**Task requirements**
Take from the data every line in which the word "dead" is found.

** Exercise input follows **

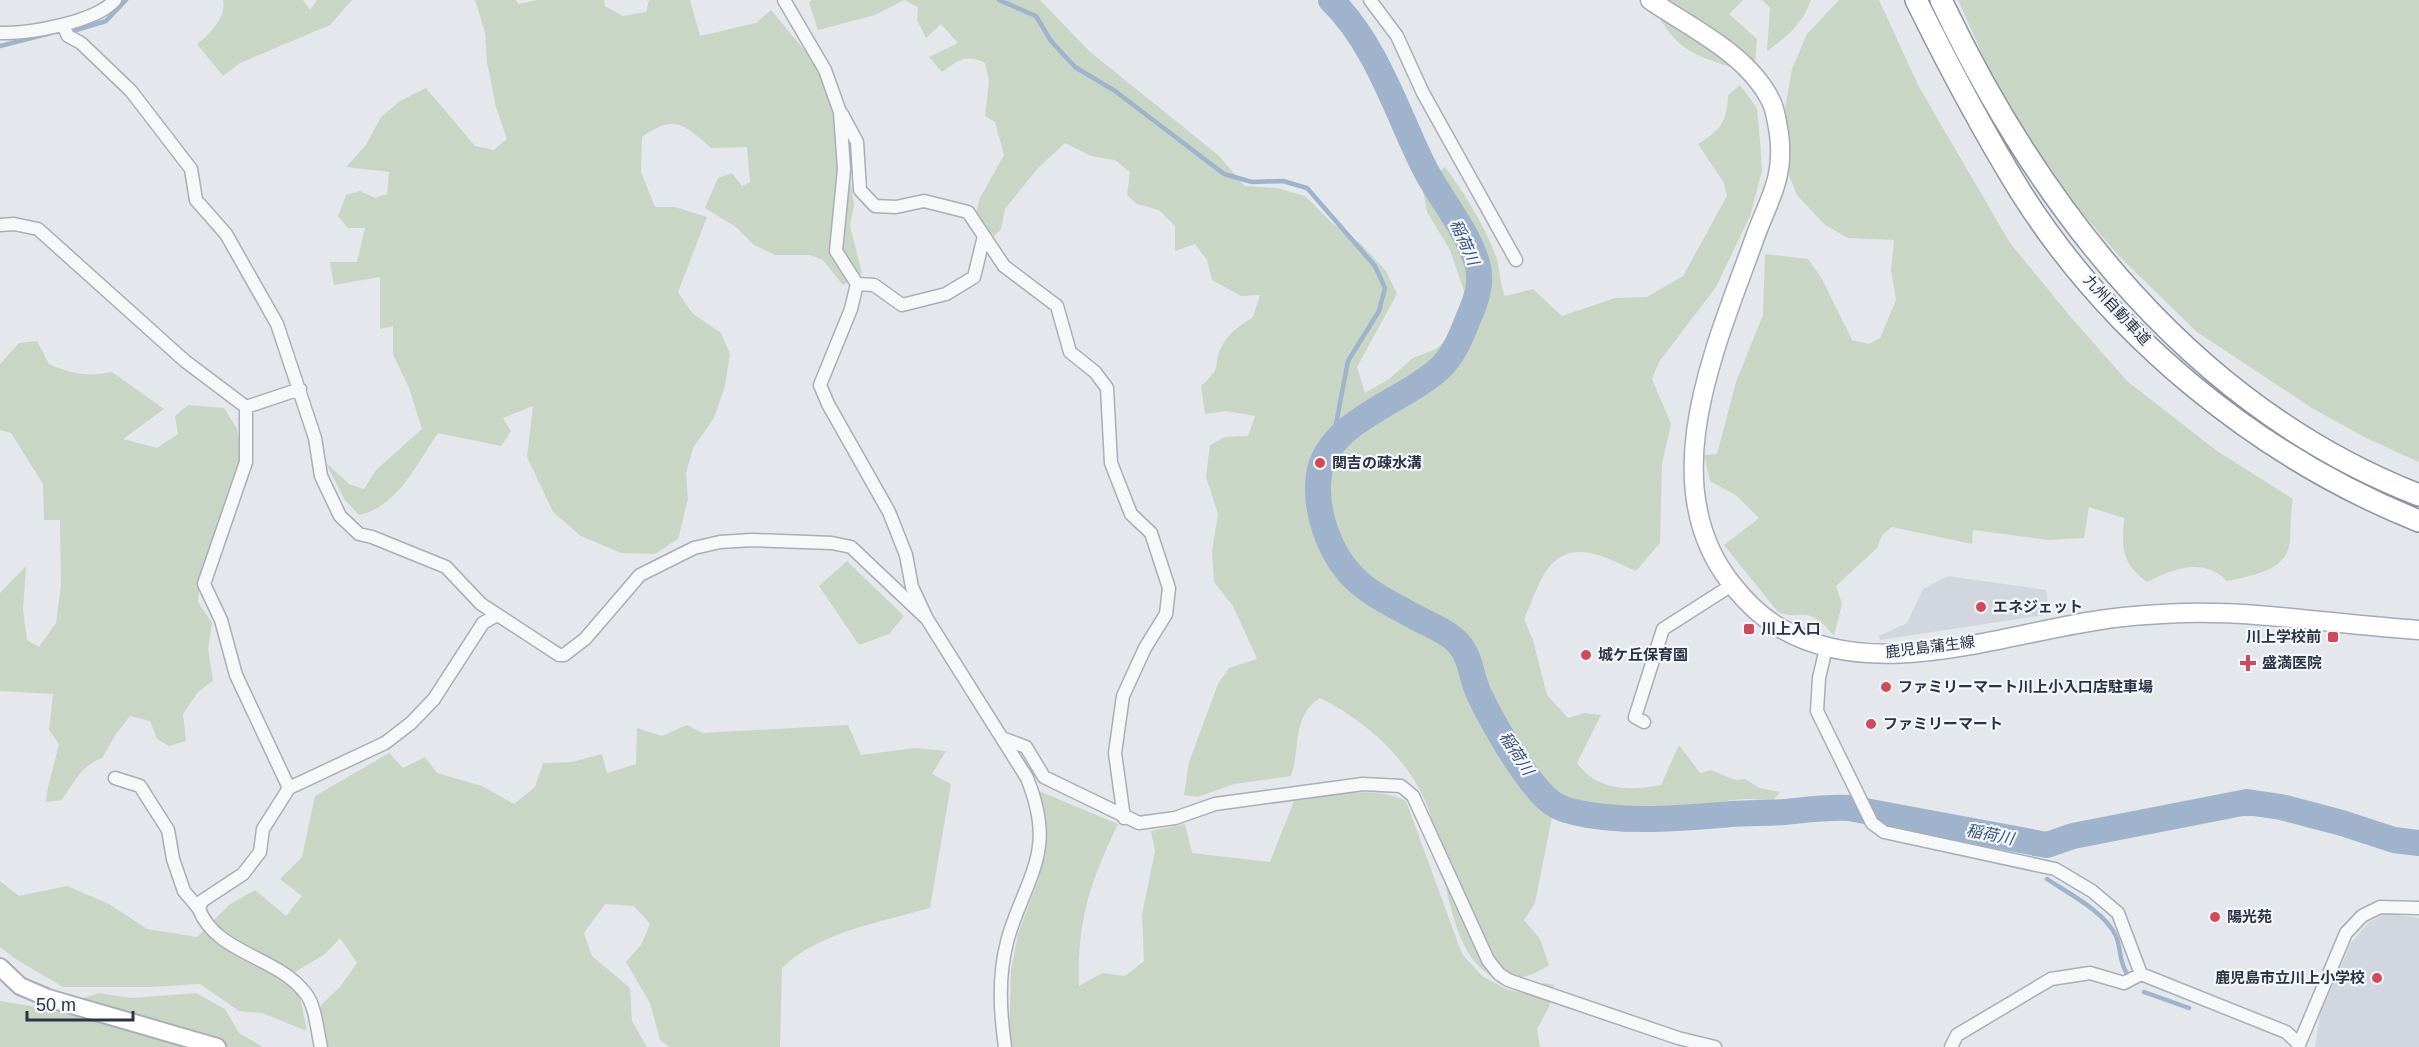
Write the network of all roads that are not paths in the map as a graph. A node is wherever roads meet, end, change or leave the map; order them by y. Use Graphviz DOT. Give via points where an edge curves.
graph roads {
  1 [pos="784,0"];
  2 [pos="1370,0"];
  3 [pos="1650,0"];
  4 [pos="1916,0"];
  5 [pos="1941,0"];
  6 [pos="110,3"];
  7 [pos="63,25"];
  8 [pos="0,33"];
  9 [pos="839,109"];
  10 [pos="0,225"];
  11 [pos="984,236"];
  12 [pos="1516,260"];
  13 [pos="857,284"];
  14 [pos="300,389"];
  15 [pos="246,407"];
  16 [pos="2419,495"];
  17 [pos="2419,521"];
  18 [pos="1732,585"];
  19 [pos="497,615"];
  20 [pos="927,619"];
  21 [pos="2419,630"];
  22 [pos="1826,648"];
  23 [pos="1644,722"];
  24 [pos="1002,738"];
  25 [pos="115,778"];
  26 [pos="289,788"];
  27 [pos="1124,818"];
  28 [pos="2419,908"];
  29 [pos="199,909"];
  30 [pos="0,967"];
  31 [pos="2141,974"];
  32 [pos="2299,1045"];
  33 [pos="217,1047"];
  34 [pos="321,1047"];
  35 [pos="1005,1047"];
  36 [pos="1715,1047"];
  37 [pos="1951,1047"];
  1 -- 9 [label="street" via="825,70"];
  2 -- 12 [label="street" via="1397,36 1423,93"];
  3 -- 18 [label="main road, 鹿児島蒲生線" via="1736,58 1752,74 1771,101 1779,135 1779,180 1760,222 1709,374 1693,456 1693,490 1705,540"];
  4 -- 17 [label="highway, 九州自動車道" via="2021,192 2063,250 2139,336 2183,376 2260,435 2350,489"];
  5 -- 16 [label="highway, 九州自動車道" via="1982,81 2040,178 2155,319 2209,367 2275,417 2359,468"];
  6 -- 7 [label="street"];
  7 -- 8 [label="street"];
  7 -- 14 [label="street" via="68,36 81,43 131,91 191,169 196,200 226,234 278,324"];
  9 -- 11 [label="street" via="857,142 860,190 875,206 896,207 924,201 968,212"];
  9 -- 13 [label="street" via="844,169 836,251"];
  10 -- 15 [label="street" via="38,229 185,361"];
  11 -- 13 [label="street" via="974,277 946,294 902,305 874,285"];
  11 -- 27 [label="street" via="1004,266 1057,306 1070,352 1095,372 1107,388 1114,472 1131,514 1152,533 1170,588 1166,614 1123,696 1115,753"];
  13 -- 20 [label="street" via="820,385 890,512 906,555 912,587"];
  14 -- 15 [label="street"];
  14 -- 19 [label="street" via="315,438 321,476 340,516 359,534 446,567"];
  15 -- 26 [label="street" via="246,462 204,584 221,620 236,675"];
  18 -- 22 [label="main road, 鹿児島蒲生線" via="1762,616 1783,630"];
  18 -- 23 [label="street" via="1663,629 1635,717"];
  19 -- 20 [label="street" via="564,655 585,639 640,574 702,545 752,540 852,547"];
  19 -- 26 [label="street" via="483,623 434,699 411,723 385,743"];
  20 -- 24 [label="street"];
  21 -- 22 [label="main road, 鹿児島蒲生線" via="2185,613 2097,620 1914,652"];
  22 -- 31 [label="street" via="1817,711 1872,823 1884,832 2055,869 2092,891 2118,913"];
  24 -- 27 [label="street" via="1026,747 1044,777"];
  24 -- 35 [label="street" via="1033,794 1039,846 1007,940 1002,967 999,1002"];
  25 -- 29 [label="street" via="140,786 168,830 184,891"];
  26 -- 29 [label="street" via="263,829 260,852 243,874 202,901"];
  27 -- 36 [label="street" via="1149,823 1215,804 1363,784 1401,786 1413,796 1488,960 1499,974 1678,1038"];
  28 -- 32 [label="street" via="2380,907 2362,916 2346,933"];
  29 -- 34 [label="street" via="213,932 273,967 306,994"];
  30 -- 33 [label="main road" via="20,986 48,998"];
  31 -- 32 [label="street" via="2286,1032"];
  31 -- 37 [label="street" via="2124,983 2090,973 2051,979 1957,1035"];
}
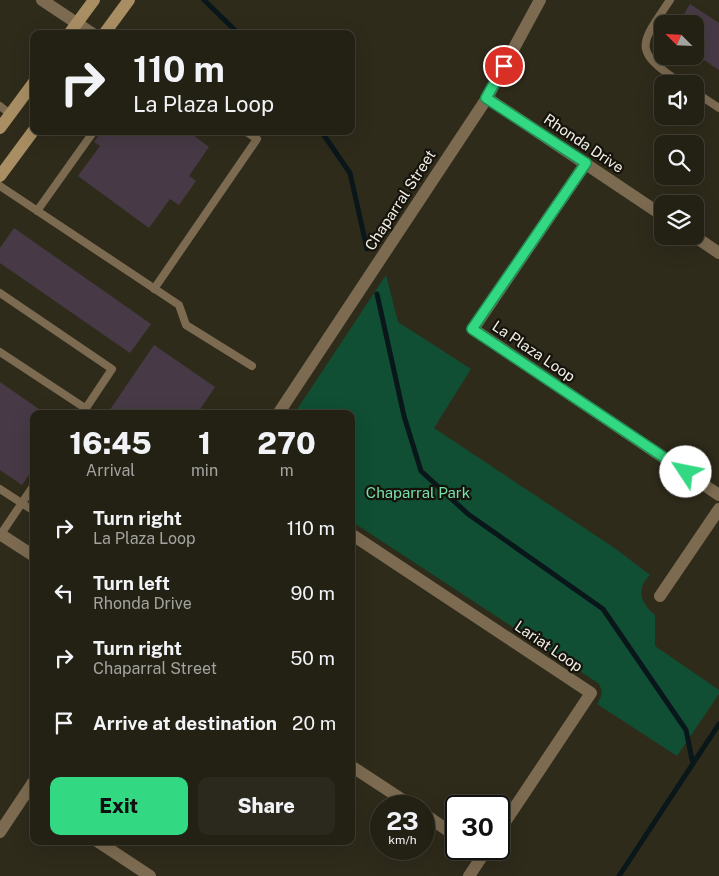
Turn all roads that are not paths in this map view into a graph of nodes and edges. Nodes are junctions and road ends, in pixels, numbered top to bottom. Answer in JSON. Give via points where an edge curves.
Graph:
{"nodes":[{"id":1,"x":42,"y":0,"type":"edge"},
{"id":2,"x":94,"y":0,"type":"edge"},
{"id":3,"x":130,"y":0,"type":"edge"},
{"id":4,"x":540,"y":0,"type":"edge"},
{"id":5,"x":670,"y":0,"type":"edge"},
{"id":6,"x":73,"y":29,"type":"edge"},
{"id":7,"x":107,"y":30,"type":"edge"},
{"id":8,"x":669,"y":75,"type":"edge"},
{"id":9,"x":30,"y":86,"type":"edge"},
{"id":10,"x":486,"y":98,"type":"junction"},
{"id":11,"x":704,"y":98,"type":"edge"},
{"id":12,"x":719,"y":108,"type":"edge"},
{"id":13,"x":5,"y":110,"type":"edge"},
{"id":14,"x":0,"y":128,"type":"edge"},
{"id":15,"x":30,"y":135,"type":"edge"},
{"id":16,"x":91,"y":135,"type":"edge"},
{"id":17,"x":251,"y":135,"type":"edge"},
{"id":18,"x":586,"y":163,"type":"junction"},
{"id":19,"x":0,"y":176,"type":"edge"},
{"id":20,"x":0,"y":186,"type":"edge"},
{"id":21,"x":654,"y":210,"type":"edge"},
{"id":22,"x":37,"y":211,"type":"junction"},
{"id":23,"x":704,"y":243,"type":"edge"},
{"id":24,"x":719,"y":253,"type":"edge"},
{"id":25,"x":154,"y":289,"type":"junction"},
{"id":26,"x":0,"y":293,"type":"edge"},
{"id":27,"x":0,"y":352,"type":"edge"},
{"id":28,"x":252,"y":366,"type":"dead end"},
{"id":29,"x":83,"y":410,"type":"edge"},
{"id":30,"x":85,"y":410,"type":"edge"},
{"id":31,"x":281,"y":410,"type":"edge"},
{"id":32,"x":0,"y":488,"type":"edge"},
{"id":33,"x":30,"y":491,"type":"edge"},
{"id":34,"x":719,"y":495,"type":"edge"},
{"id":35,"x":22,"y":503,"type":"junction"},
{"id":36,"x":30,"y":508,"type":"edge"},
{"id":37,"x":719,"y":509,"type":"edge"},
{"id":38,"x":0,"y":534,"type":"edge"},
{"id":39,"x":355,"y":537,"type":"edge"},
{"id":40,"x":30,"y":553,"type":"edge"},
{"id":41,"x":660,"y":596,"type":"dead end"},
{"id":42,"x":355,"y":769,"type":"edge"},
{"id":43,"x":395,"y":795,"type":"edge"},
{"id":44,"x":29,"y":797,"type":"edge"},
{"id":45,"x":510,"y":814,"type":"edge"},
{"id":46,"x":0,"y":832,"type":"edge"},
{"id":47,"x":103,"y":845,"type":"edge"},
{"id":48,"x":477,"y":860,"type":"edge"},
{"id":49,"x":150,"y":876,"type":"edge"},
{"id":50,"x":469,"y":876,"type":"edge"}],
"edges":[{"from":1,"to":6,"type":"street"},
{"from":2,"to":6,"type":"main road"},
{"from":3,"to":7,"type":"main road"},
{"from":4,"to":10,"type":"street","name":"Chaparral Street"},
{"from":5,"to":8,"type":"lane","via":[[645,38],[646,53]]},
{"from":9,"to":13,"type":"main road"},
{"from":10,"to":18,"type":"street","name":"Rhonda Drive"},
{"from":10,"to":31,"type":"street","name":"Chaparral Street"},
{"from":11,"to":12,"type":"lane"},
{"from":13,"to":14,"type":"main road"},
{"from":15,"to":19,"type":"main road"},
{"from":16,"to":22,"type":"lane"},
{"from":17,"to":25,"type":"lane","via":[[257,139]]},
{"from":18,"to":21,"type":"street","name":"Rhonda Drive"},
{"from":18,"to":34,"type":"street","name":"La Plaza Loop","via":[[472,329]]},
{"from":20,"to":22,"type":"lane"},
{"from":22,"to":25,"type":"lane"},
{"from":23,"to":24,"type":"street"},
{"from":25,"to":28,"type":"lane","via":[[179,305],[186,325]]},
{"from":26,"to":30,"type":"lane","via":[[112,369]]},
{"from":27,"to":29,"type":"lane"},
{"from":32,"to":35,"type":"lane"},
{"from":33,"to":35,"type":"lane"},
{"from":35,"to":36,"type":"lane"},
{"from":35,"to":38,"type":"lane"},
{"from":37,"to":41,"type":"street"},
{"from":38,"to":40,"type":"street"},
{"from":39,"to":45,"type":"street","name":"Lariat Loop","via":[[591,693]]},
{"from":42,"to":43,"type":"street"},
{"from":44,"to":46,"type":"street"},
{"from":47,"to":49,"type":"street"},
{"from":48,"to":50,"type":"street"}]}
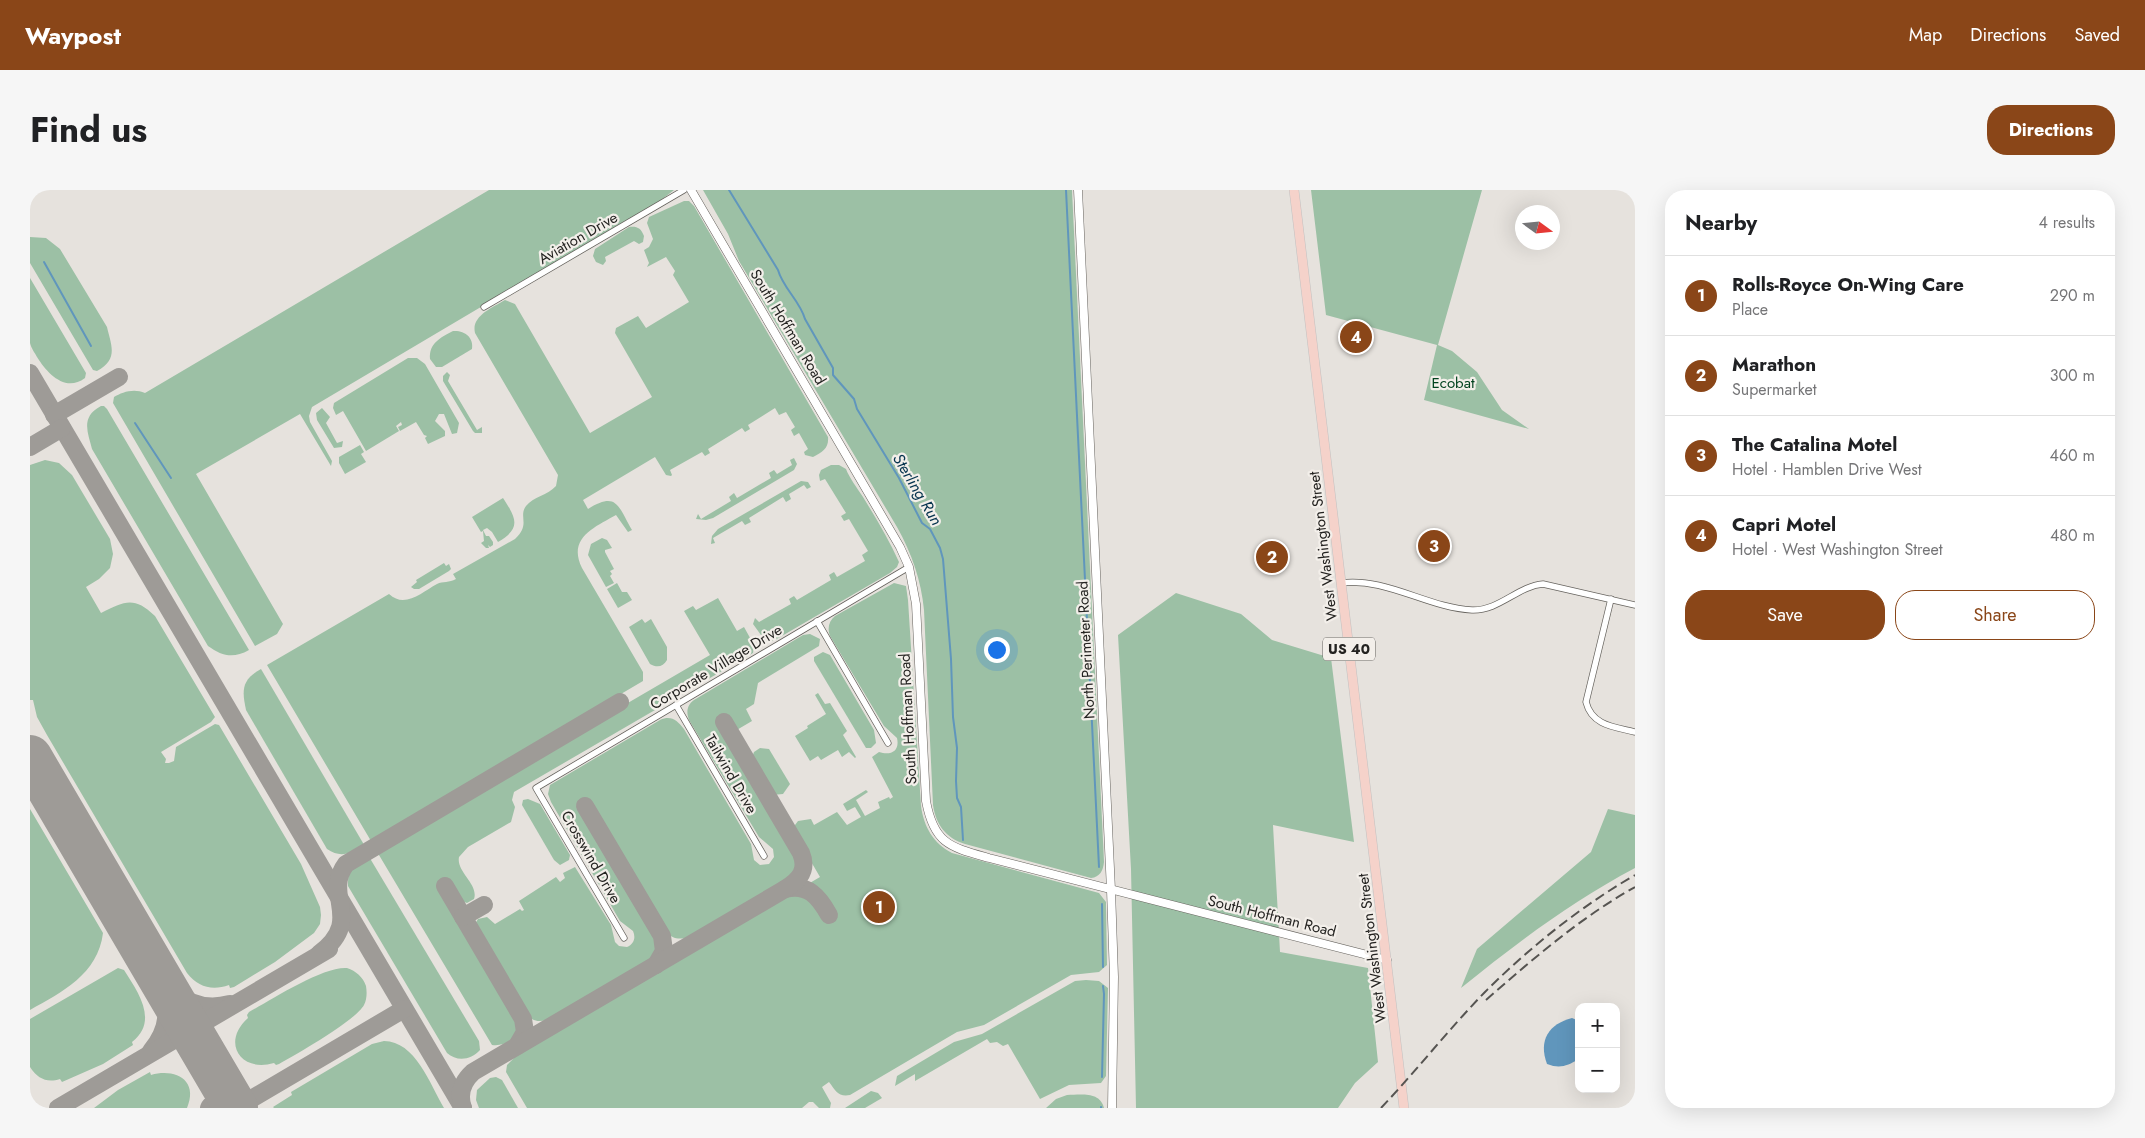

** End of Exercise input **

**Result of the task**
{"id":28,"x":252,"y":366,"type":"dead end"},
{"id":41,"x":660,"y":596,"type":"dead end"},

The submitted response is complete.